We present a probabilistic model based on the Markov chain model which demonstrates the feasibility of using short, fixed length k-mers for overlap detection of long-read data with high error rates. Given the error rate, our model guides the choice of the optimal k-mer length. However, not all k-mers are created equal in terms of their usefulness for detecting overlaps. For instance, the overwhelming majority of k-mers that occur only once in the dataset are errors (and are also not useful for seeding overlaps between pairs of reads). Similarly, k-mers that occur more frequently than what would be expected given the sequencing depth and the error profile are likely to come from repetitive regions of the genome. It is a common practice to prune the k-mer space using various methodologies. Consequently, we introduce a notion of reliable k-mers based on our probabilistic model. The reliability of a k-mer is defined as its probability of having originated from a unique (non-repetitive) region of the genome. The use of reliable k-mers eliminates both the k-mer set explosion, that would otherwise occur with highly erroneous reads, and the spurious overlaps from k-mers originating in repetitive regions. BELLA’s reliable k-mer detection is achieved through a probabilistic model exploiting the error rate (which BELLA estimates from the mean error probability of the data) and the sequencing depth. Once detected reliable k-mers, BELLA uses Sparse Generalized Matrix Multiplication (SpGEMM) for overlap detection, which allows our algorithm to achieve fast overlapping without using approximate approaches. This method enables the use of high-performance techniques previously not applied in the context of long-read alignment. It also allows continuing performance improvements in this step due to the ever-improving optimized implementations of SpGEMM.
Finally, BELLA’s overlap detection has been coupled with an optimized state-of-the-art seed-and-extend algorithm, meaning the alignment between two reads starts from a shared seed (identified in the previous overlap detection). In this context, we present a new method based on Chernoff bounds to separate true (genomic) overlaps from false positives depending on the alignment score. Using this methodology, we show that the probability of false positives drops exponentially as the length of overlap between sequences increases.

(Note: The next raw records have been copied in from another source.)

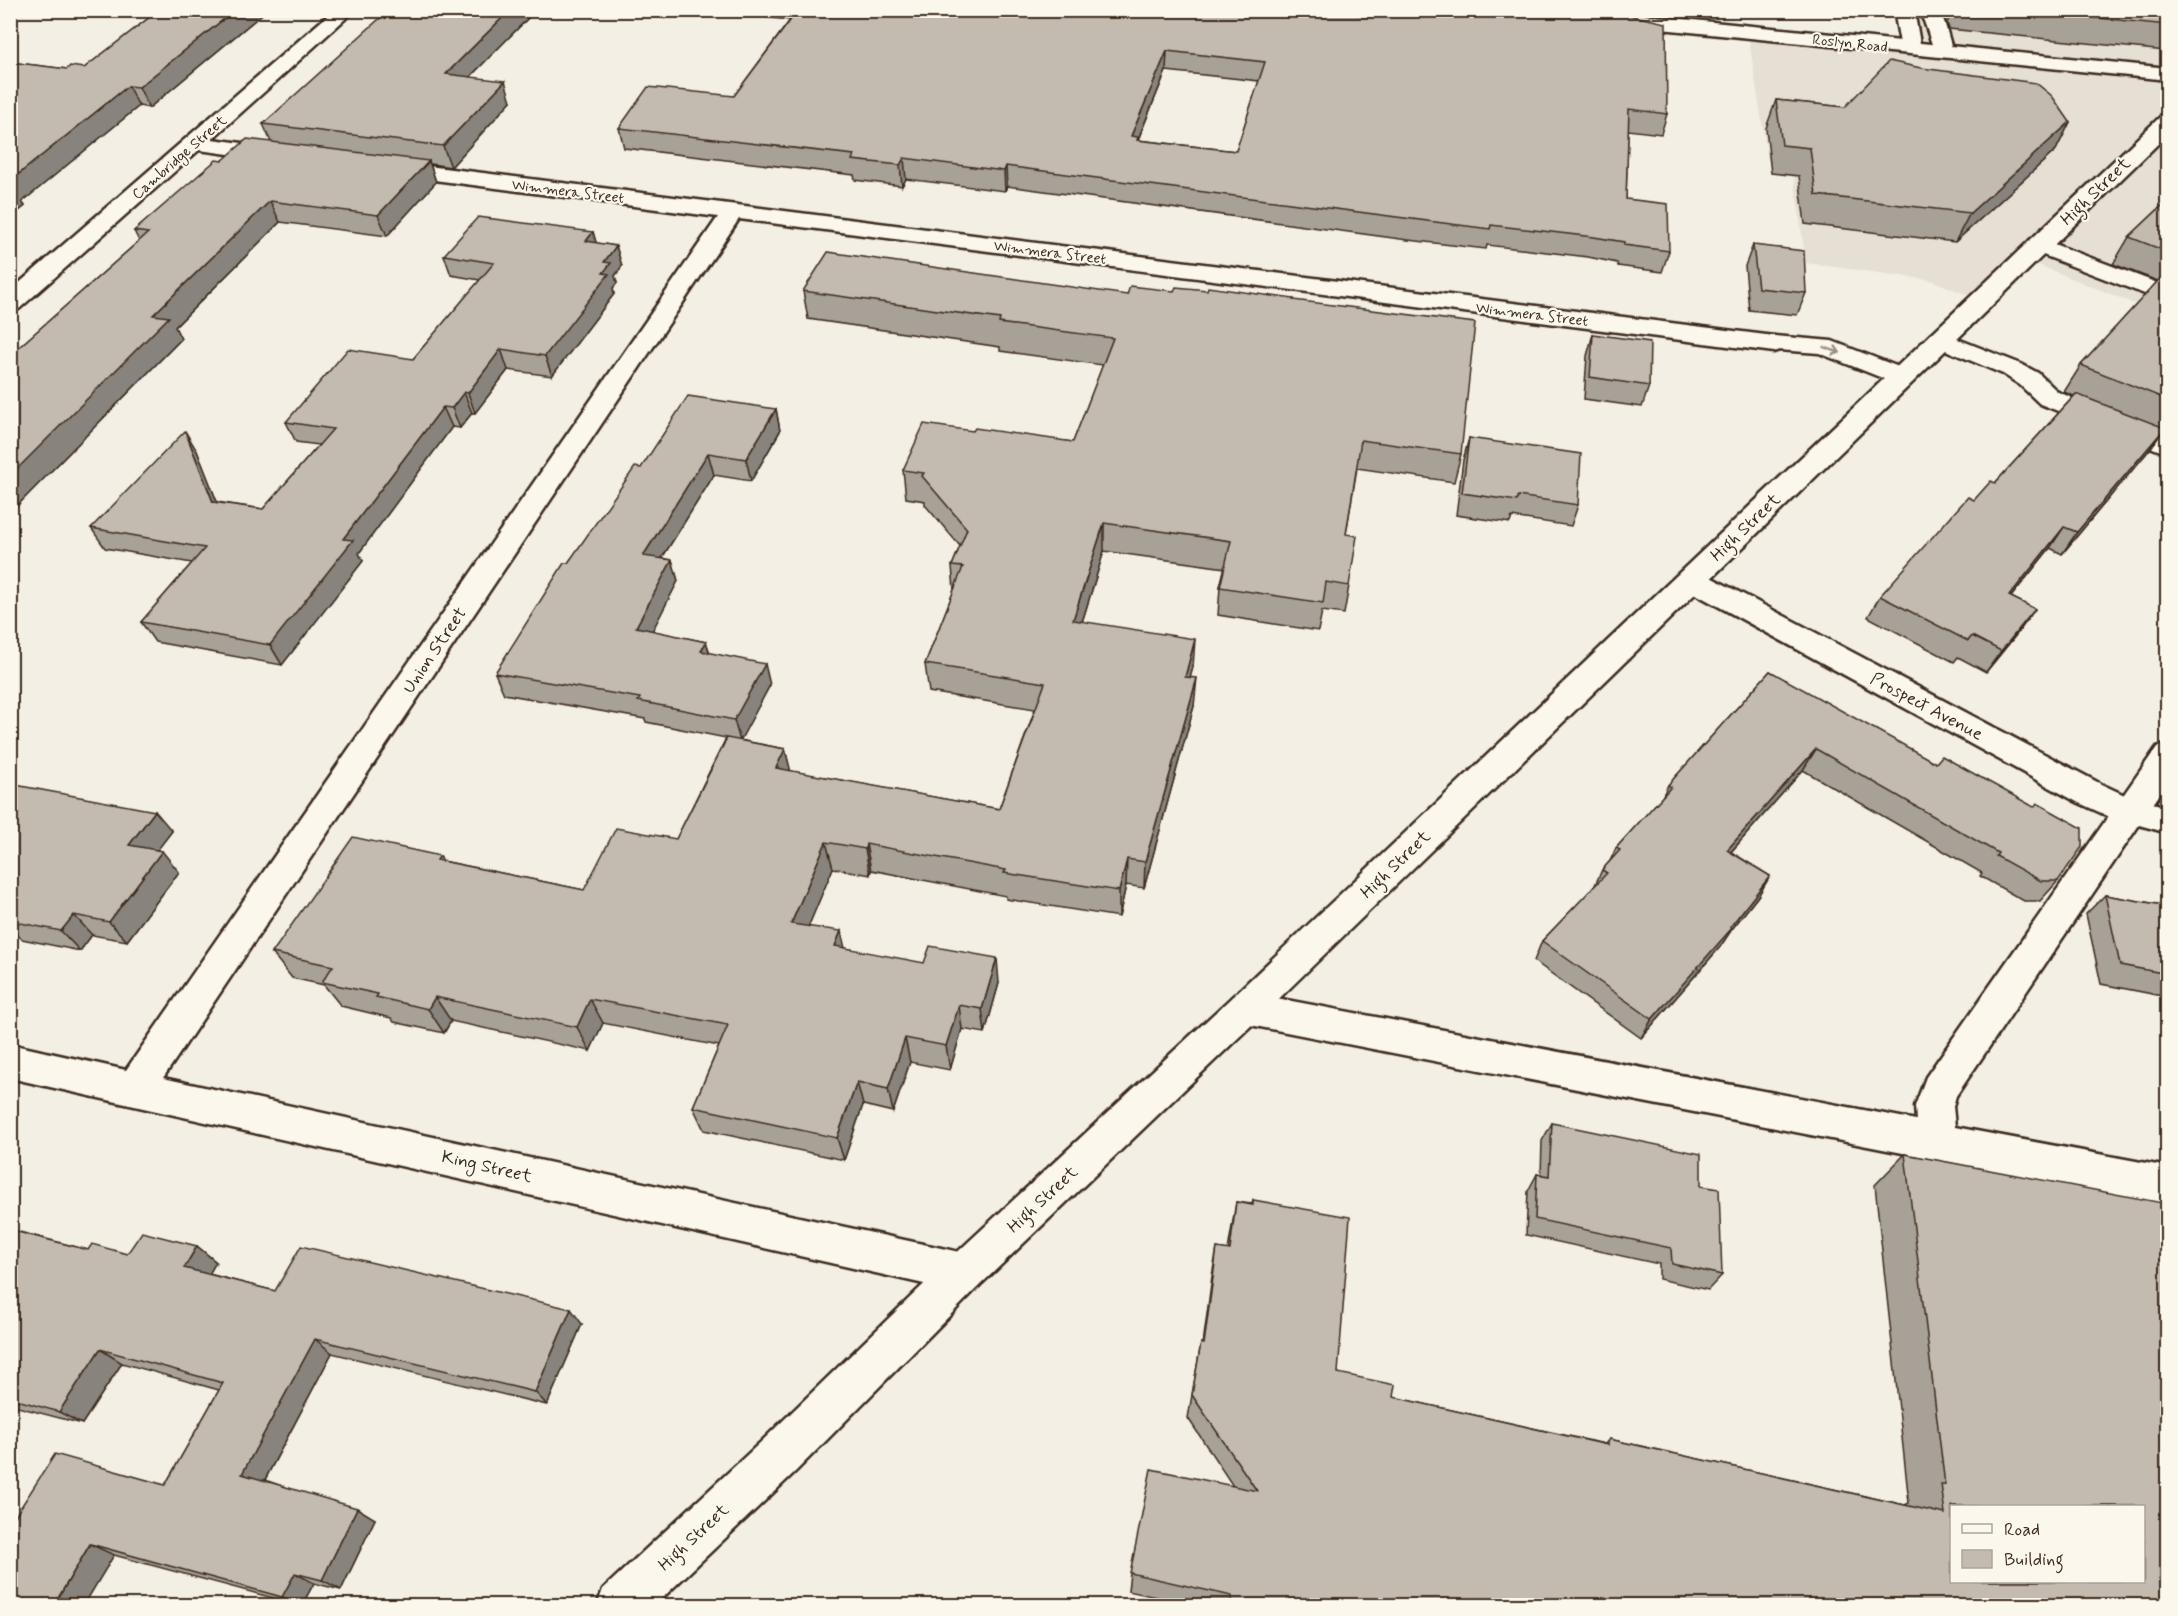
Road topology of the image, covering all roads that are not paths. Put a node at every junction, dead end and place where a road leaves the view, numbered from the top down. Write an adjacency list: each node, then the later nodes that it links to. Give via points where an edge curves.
1 (346, 10): 9 (street, Cambridge Street)
2 (1532, 10): 5 (street, Roslyn Road)
3 (1904, 10): 5 (street)
4 (1927, 10): 6 (street)
5 (1911, 49): 6 (street, Roslyn Road)
6 (1942, 52): 7 (street, Roslyn Road)
7 (2168, 74)
8 (2168, 122): 13 (street, High Street)
9 (196, 143): 10 (street); 15 (street, Cambridge Street)
10 (297, 156)
11 (368, 165): 12 (street, Wimmera Street)
12 (733, 212): 17 (street, Wimmera Street, one-way to 17, via 1774,344 1827,347); 25 (street, Union Street)
13 (2038, 245): 14 (street); 16 (street, High Street)
14 (2168, 296)
15 (10, 304)
16 (1940, 339): 17 (street, High Street); 18 (street, via 2012,369 2049,398)
17 (1900, 376): 19 (street, High Street)
18 (2168, 446)
19 (1691, 579): 21 (street, Prospect Avenue, via 2089,793); 23 (street, High Street)
20 (2168, 756): 21 (street)
21 (2130, 811): 22 (street, Prospect Avenue); 26 (street, via 1939,1089 1934,1106)
22 (2168, 820)
23 (1245, 1008): 26 (street); 28 (street, High Street)
24 (10, 1060): 25 (street, King Street)
25 (135, 1088): 28 (street, King Street)
26 (1937, 1141): 27 (street)
27 (2168, 1186)
28 (964, 1273): 29 (street, High Street, via 780,1455)
29 (620, 1605)

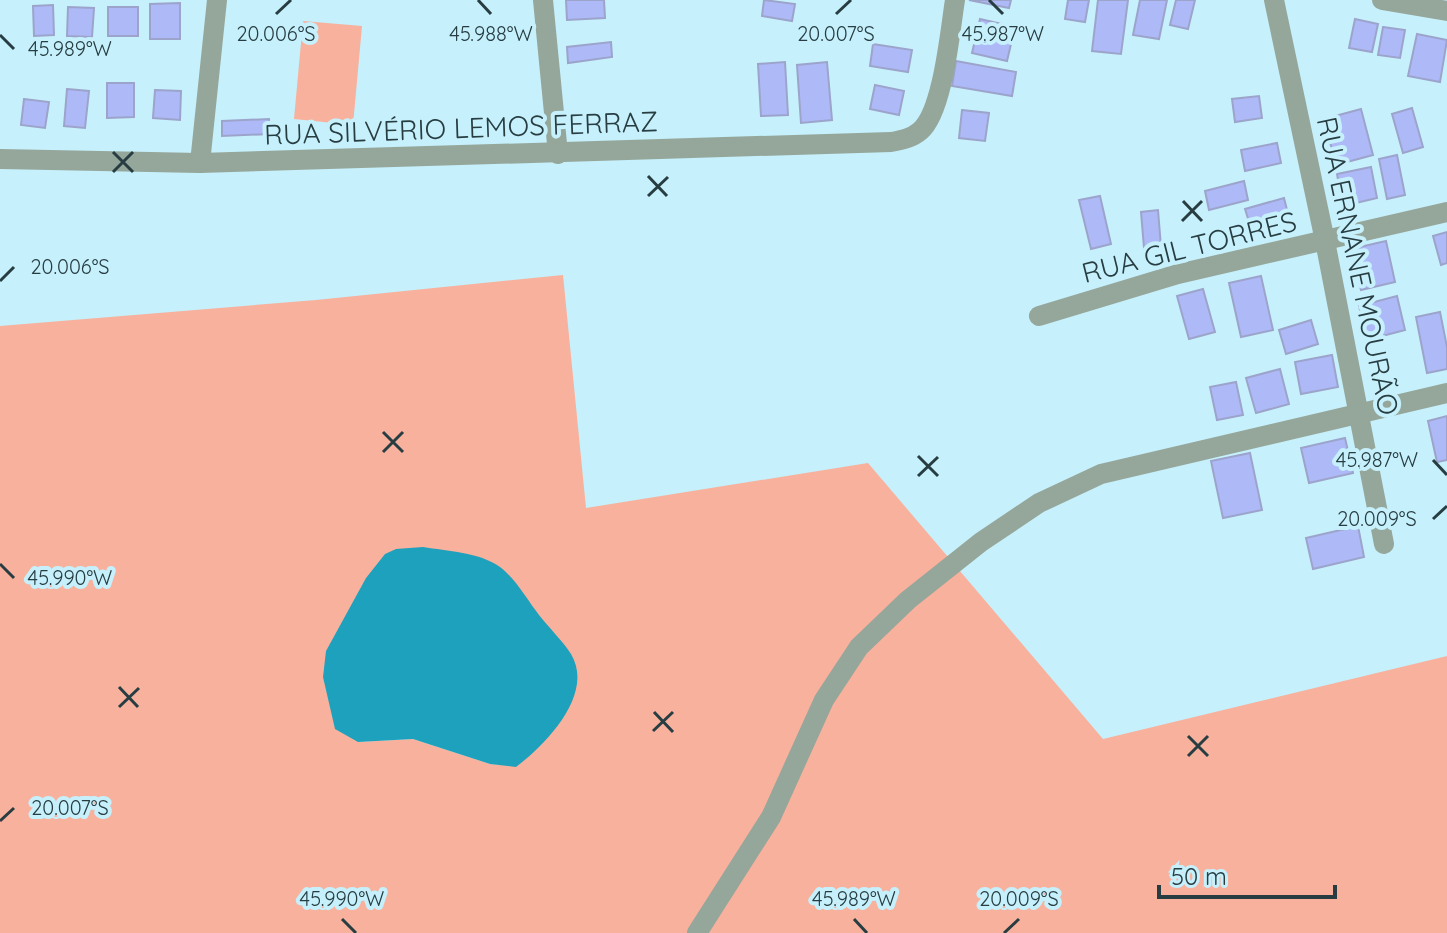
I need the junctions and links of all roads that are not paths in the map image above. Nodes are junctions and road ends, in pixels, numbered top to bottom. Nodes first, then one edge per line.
1 (217, 0) edge
2 (543, 0) edge
3 (955, 0) edge
4 (1274, 0) edge
5 (1382, 0) edge
6 (1447, 11) edge
7 (558, 154) junction
8 (0, 159) edge
9 (200, 163) junction
10 (1447, 212) edge
11 (1325, 241) junction
12 (1039, 316) dead end
13 (1447, 393) edge
14 (1360, 413) junction
15 (1384, 544) dead end
16 (697, 933) edge

1 - 9 street
2 - 7 street
3 - 7 street, RUA SILVÉRIO LEMOS FERRAZ
4 - 11 street, RUA ERNANE MOURÃO
5 - 6 street
7 - 9 street, RUA SILVÉRIO LEMOS FERRAZ
8 - 9 street, RUA SILVÉRIO LEMOS FERRAZ
10 - 11 street, RUA GIL TORRES
11 - 12 street, RUA GIL TORRES
11 - 14 street, RUA ERNANE MOURÃO
13 - 14 street
14 - 15 street, RUA ERNANE MOURÃO
14 - 16 street

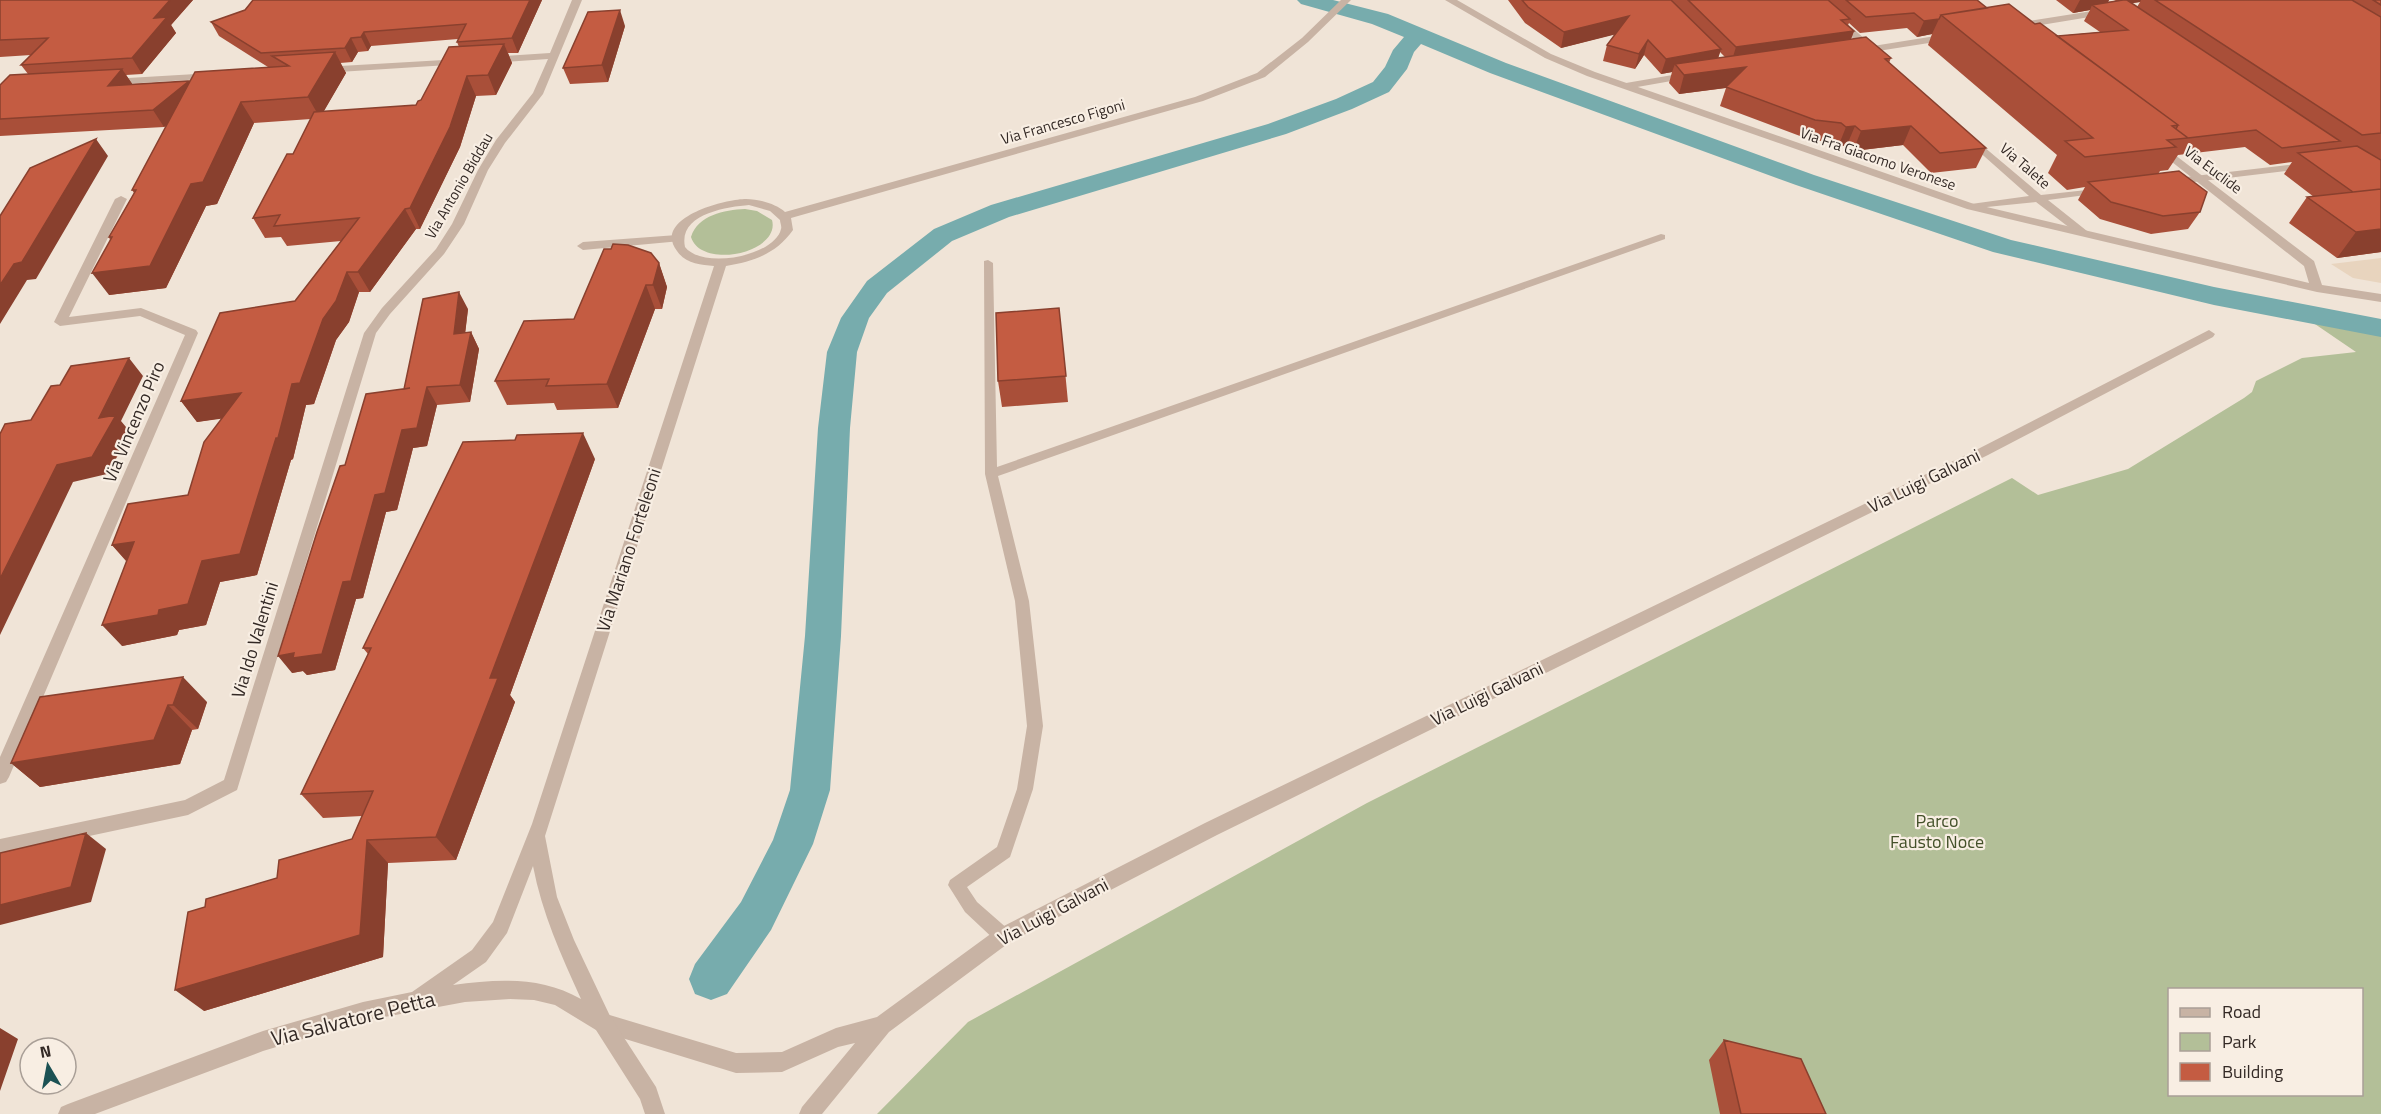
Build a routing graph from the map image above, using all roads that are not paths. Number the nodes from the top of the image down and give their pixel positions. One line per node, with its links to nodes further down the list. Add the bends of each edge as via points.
1 (577, 0): 10 (street, Via Antonio Biddau)
2 (1346, 0): 25 (street, Via Francesco Figoni, via 1262,75 1199,99)
3 (1450, 0): 15 (street, Via Fra Giacomo Veronese, via 1548,56)
4 (1814, 0): 9 (street)
5 (2104, 0): 6 (street, via 2118,10)
6 (2009, 27)
7 (1954, 36): 9 (street)
8 (1850, 52): 9 (street)
9 (1875, 53)
10 (552, 56): 11 (street); 32 (street, Via Antonio Biddau, via 538,94 500,141 458,224)
11 (309, 71)
12 (1706, 72): 15 (street)
13 (225, 75): 14 (street)
14 (95, 83)
15 (1626, 86): 24 (street, Via Fra Giacomo Veronese)
16 (1959, 128): 22 (street, Via Talete)
17 (2152, 142): 19 (street, Via Euclide)
18 (2319, 164): 19 (street)
19 (2200, 178): 20 (street); 33 (street, Via Euclide, via 2310,264)
20 (2151, 184)
21 (2118, 188): 22 (street)
22 (2038, 198): 24 (street); 26 (street, Via Talete)
23 (121, 200): 37 (street, Via Vincenzo Piro, via 60,322 141,312 192,333)
24 (1971, 207): 26 (street, Via Fra Giacomo Veronese)
25 (785, 216): 28 (street, via 777,209 749,202 716,206 688,220); 31 (street, via 784,237 774,247 759,256)
26 (2083, 233): 33 (street, Via Fra Giacomo Veronese)
27 (1661, 237): 36 (lane)
28 (677, 239): 29 (street); 31 (street, via 680,249 689,257)
29 (583, 246)
30 (988, 263): 36 (lane)
31 (721, 264): 38 (street, Via Mariano Forteleoni)
32 (409, 288): 39 (street, Via Ido Valentini, via 370,333 231,785 188,807)
33 (2317, 288): 34 (street)
34 (2381, 298)
35 (2209, 334): 40 (street, Via Luigi Galvani, via 1983,452 1212,829)
36 (991, 474): 40 (lane, via 1022,601 1033,687 1033,750 1004,852 956,885 971,907)
37 (0, 777)
38 (537, 837): 41 (street, Via Mariano Forteleoni, via 500,927 479,956); 42 (street, Via Mariano Forteleoni, via 548,897)
39 (0, 847)
40 (1003, 936): 43 (street, Via Luigi Galvani)
41 (419, 998): 42 (street, Via Salvatore Petta, via 505,988 555,995); 44 (street, Via Salvatore Petta, via 328,1021 223,1055)
42 (603, 1023): 43 (street, Via Salvatore Petta, via 736,1063 782,1062 836,1038); 45 (street, via 650,1094)
43 (882, 1025): 46 (street, Via Luigi Galvani)
44 (68, 1114)
45 (655, 1114)
46 (809, 1114)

On simulated data with a 15% error rate, BELLA achieved both high precision and recall, thus obtaining the best F1 score on average, while remaining runtime performance-competitive. BELLA outperformed its closest competitor, Minimap2, with an average of 2.7% higher recall, 17.9% higher precision, and 10.9% higher F1 score. On real data from Pacific Biosciences, the top performer on one data set becomes one of the worst on some other data set whereas BELLA’s F1 score is consistently within 6.5% of the top entry. Future work includes a further characterization of real data features, the impact on BELLA on assembly quality, and the development of a high-performance pairwise alignment algorithm to improve BELLA’s runtime performance.